(Recorded data)
++++++++++
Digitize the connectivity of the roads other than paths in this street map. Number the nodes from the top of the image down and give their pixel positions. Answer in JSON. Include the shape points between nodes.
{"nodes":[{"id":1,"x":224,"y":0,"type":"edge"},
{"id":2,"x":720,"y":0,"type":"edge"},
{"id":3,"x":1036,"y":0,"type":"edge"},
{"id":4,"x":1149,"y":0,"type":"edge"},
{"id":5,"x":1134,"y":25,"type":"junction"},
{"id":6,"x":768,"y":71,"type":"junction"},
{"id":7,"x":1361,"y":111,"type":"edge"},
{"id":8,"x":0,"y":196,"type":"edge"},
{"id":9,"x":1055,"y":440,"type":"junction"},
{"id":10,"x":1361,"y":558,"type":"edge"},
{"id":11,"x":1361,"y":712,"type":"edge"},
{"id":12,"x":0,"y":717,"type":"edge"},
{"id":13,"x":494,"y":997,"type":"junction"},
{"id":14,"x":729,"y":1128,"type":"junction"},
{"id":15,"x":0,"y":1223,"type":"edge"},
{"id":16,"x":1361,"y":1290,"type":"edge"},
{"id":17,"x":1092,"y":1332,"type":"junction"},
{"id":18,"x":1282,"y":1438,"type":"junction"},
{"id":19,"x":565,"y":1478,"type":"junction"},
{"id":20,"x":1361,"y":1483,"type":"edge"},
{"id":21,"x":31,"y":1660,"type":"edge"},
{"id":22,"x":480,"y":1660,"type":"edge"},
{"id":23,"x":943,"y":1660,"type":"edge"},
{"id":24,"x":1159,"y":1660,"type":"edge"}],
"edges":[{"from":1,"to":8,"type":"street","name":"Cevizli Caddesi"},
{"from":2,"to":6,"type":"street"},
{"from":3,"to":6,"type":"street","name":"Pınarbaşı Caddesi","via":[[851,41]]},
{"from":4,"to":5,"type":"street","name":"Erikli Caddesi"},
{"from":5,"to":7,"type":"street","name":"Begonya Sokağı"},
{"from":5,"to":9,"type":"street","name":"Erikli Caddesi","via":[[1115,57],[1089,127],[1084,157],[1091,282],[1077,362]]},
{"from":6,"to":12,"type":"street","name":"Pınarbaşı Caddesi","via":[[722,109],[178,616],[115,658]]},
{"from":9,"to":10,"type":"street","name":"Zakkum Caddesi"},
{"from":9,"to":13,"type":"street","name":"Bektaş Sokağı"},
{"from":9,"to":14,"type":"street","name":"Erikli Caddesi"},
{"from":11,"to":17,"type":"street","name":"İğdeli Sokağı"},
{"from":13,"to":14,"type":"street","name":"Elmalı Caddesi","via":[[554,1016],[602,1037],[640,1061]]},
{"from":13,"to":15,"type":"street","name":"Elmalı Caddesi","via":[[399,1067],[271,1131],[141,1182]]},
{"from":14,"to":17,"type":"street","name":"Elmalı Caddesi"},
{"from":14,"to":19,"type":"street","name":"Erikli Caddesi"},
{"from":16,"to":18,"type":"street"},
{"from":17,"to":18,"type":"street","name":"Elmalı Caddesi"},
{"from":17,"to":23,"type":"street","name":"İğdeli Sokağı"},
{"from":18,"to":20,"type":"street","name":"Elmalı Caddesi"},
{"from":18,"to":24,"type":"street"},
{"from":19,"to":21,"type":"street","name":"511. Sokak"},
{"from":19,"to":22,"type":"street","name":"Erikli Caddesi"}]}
++++++++++
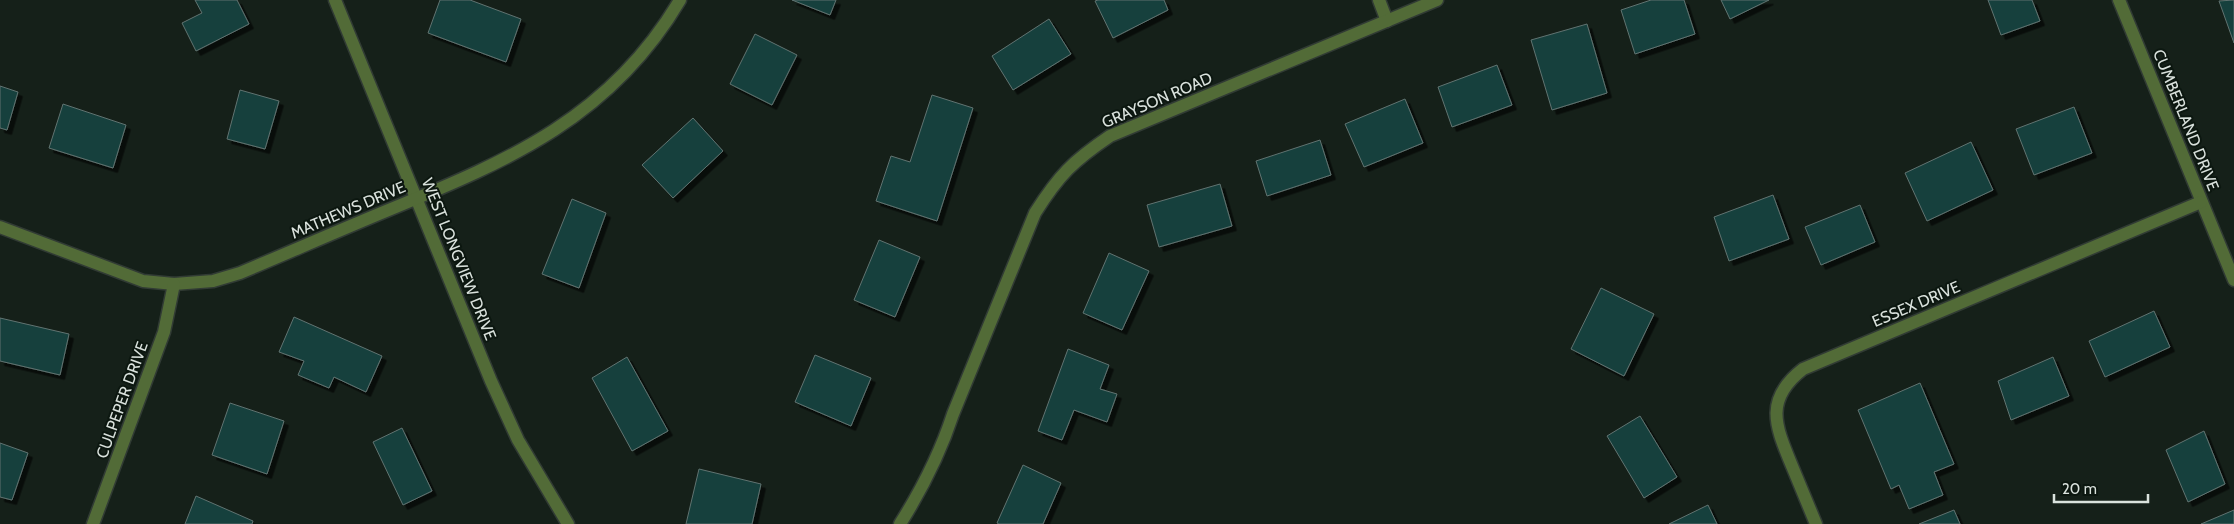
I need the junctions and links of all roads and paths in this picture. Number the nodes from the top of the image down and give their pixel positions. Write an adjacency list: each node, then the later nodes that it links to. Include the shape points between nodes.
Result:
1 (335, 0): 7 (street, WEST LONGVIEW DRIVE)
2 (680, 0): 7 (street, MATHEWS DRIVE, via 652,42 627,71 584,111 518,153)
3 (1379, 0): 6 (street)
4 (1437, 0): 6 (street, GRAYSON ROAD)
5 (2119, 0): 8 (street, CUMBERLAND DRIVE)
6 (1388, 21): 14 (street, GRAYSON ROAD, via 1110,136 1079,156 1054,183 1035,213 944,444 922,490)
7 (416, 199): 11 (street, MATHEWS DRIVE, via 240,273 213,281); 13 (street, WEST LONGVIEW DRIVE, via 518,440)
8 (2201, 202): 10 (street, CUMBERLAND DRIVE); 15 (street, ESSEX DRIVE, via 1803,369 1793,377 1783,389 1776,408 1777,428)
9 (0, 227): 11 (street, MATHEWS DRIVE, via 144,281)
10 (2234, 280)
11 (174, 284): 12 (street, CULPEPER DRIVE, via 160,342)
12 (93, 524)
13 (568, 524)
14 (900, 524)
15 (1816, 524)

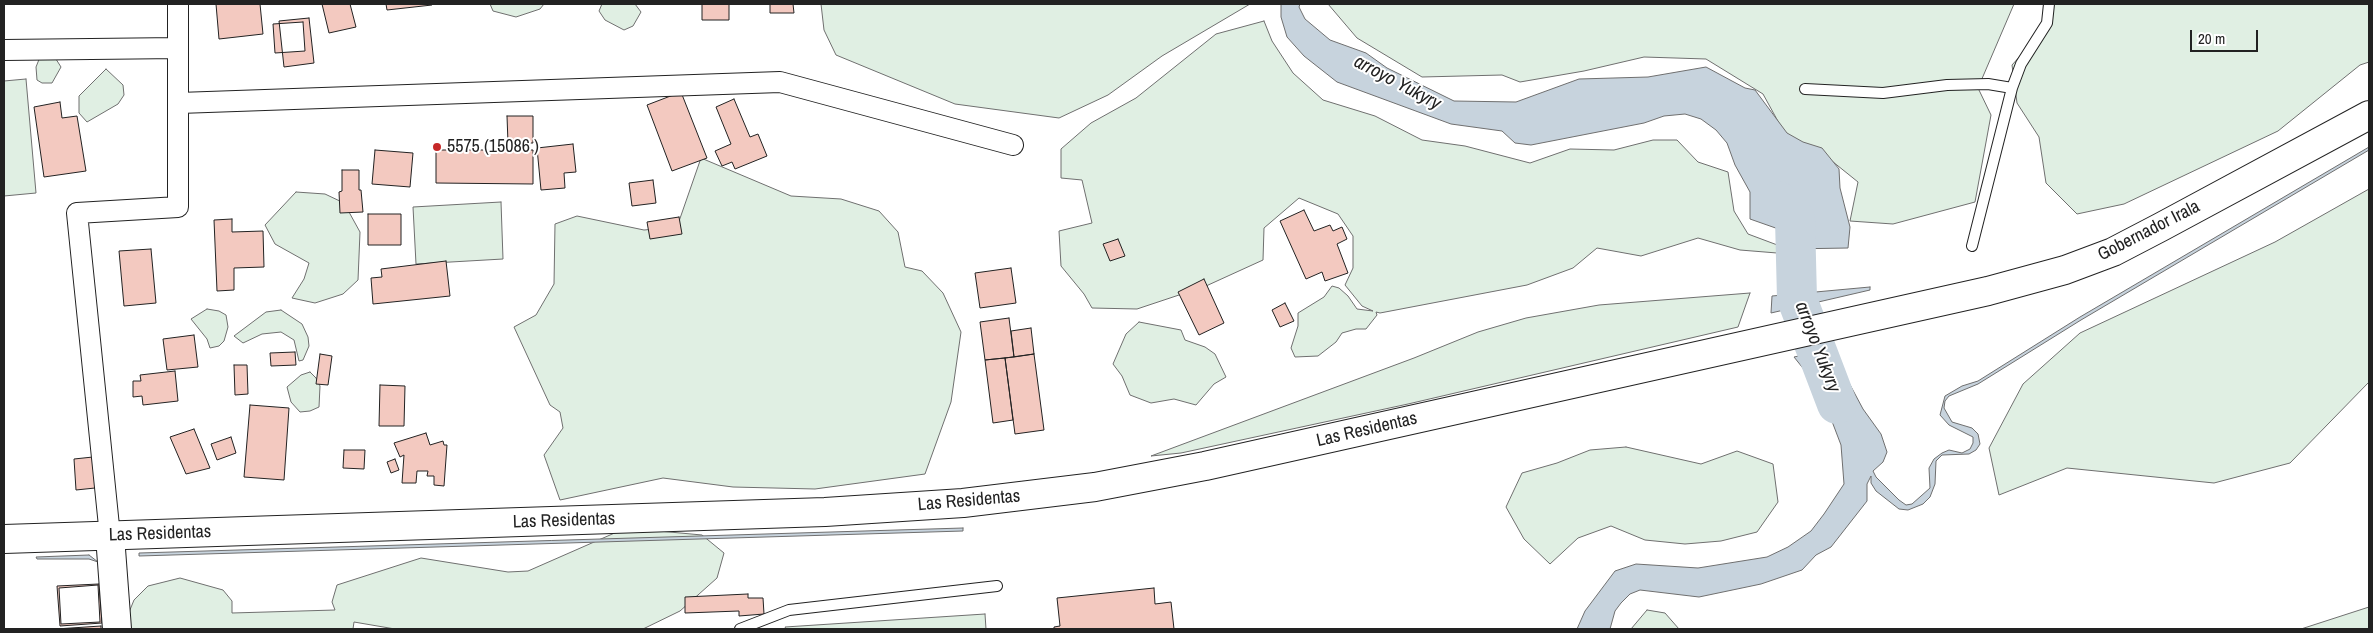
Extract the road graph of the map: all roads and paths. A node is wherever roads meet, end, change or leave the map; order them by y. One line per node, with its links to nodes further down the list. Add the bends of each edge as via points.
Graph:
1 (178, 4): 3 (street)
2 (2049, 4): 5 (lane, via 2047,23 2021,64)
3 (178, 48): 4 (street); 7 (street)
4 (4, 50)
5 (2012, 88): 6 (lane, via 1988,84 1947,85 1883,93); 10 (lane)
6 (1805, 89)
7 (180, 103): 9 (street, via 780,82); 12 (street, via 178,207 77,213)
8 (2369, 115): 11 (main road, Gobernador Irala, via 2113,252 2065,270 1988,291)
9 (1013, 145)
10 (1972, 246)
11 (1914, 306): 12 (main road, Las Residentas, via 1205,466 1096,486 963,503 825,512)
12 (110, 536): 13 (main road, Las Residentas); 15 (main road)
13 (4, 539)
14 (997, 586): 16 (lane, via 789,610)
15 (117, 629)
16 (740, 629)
++++++++++
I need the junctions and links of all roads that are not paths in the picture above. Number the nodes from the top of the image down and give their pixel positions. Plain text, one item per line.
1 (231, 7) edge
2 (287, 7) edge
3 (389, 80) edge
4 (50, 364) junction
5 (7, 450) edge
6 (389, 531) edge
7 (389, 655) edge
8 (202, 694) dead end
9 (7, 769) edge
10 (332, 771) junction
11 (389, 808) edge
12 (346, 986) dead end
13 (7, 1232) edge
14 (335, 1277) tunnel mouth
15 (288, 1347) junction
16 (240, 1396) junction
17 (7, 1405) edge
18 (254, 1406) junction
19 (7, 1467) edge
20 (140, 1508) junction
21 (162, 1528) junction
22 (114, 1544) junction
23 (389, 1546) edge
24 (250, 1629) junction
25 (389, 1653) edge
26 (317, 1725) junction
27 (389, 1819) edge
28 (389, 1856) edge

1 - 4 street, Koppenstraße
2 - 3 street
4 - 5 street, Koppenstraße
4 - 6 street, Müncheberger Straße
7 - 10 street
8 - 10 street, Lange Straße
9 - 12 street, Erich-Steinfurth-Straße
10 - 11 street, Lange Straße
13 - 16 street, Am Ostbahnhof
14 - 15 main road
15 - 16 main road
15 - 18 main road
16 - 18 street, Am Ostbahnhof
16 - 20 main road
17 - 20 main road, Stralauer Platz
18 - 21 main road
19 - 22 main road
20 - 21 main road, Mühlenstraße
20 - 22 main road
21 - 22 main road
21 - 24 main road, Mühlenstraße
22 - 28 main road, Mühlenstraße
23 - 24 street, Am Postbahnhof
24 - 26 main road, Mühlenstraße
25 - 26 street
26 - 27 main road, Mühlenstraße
++++++++++
What needs to be done
The result should be every line that contains "each", copied from the entries.

Answer box
I need the junctions and links of all roads and paths in this picture. Number the nodes from the top of the image down and give their pixel positions. Write an adjacency list: each node, then the later nodes that it links to. Include the shape points between nodes.
Extract the road graph of the map: all roads and paths. A node is wherever roads meet, end, change or leave the map; order them by y. One line per node, with its links to nodes further down the list. Add the bends of each edge as via points.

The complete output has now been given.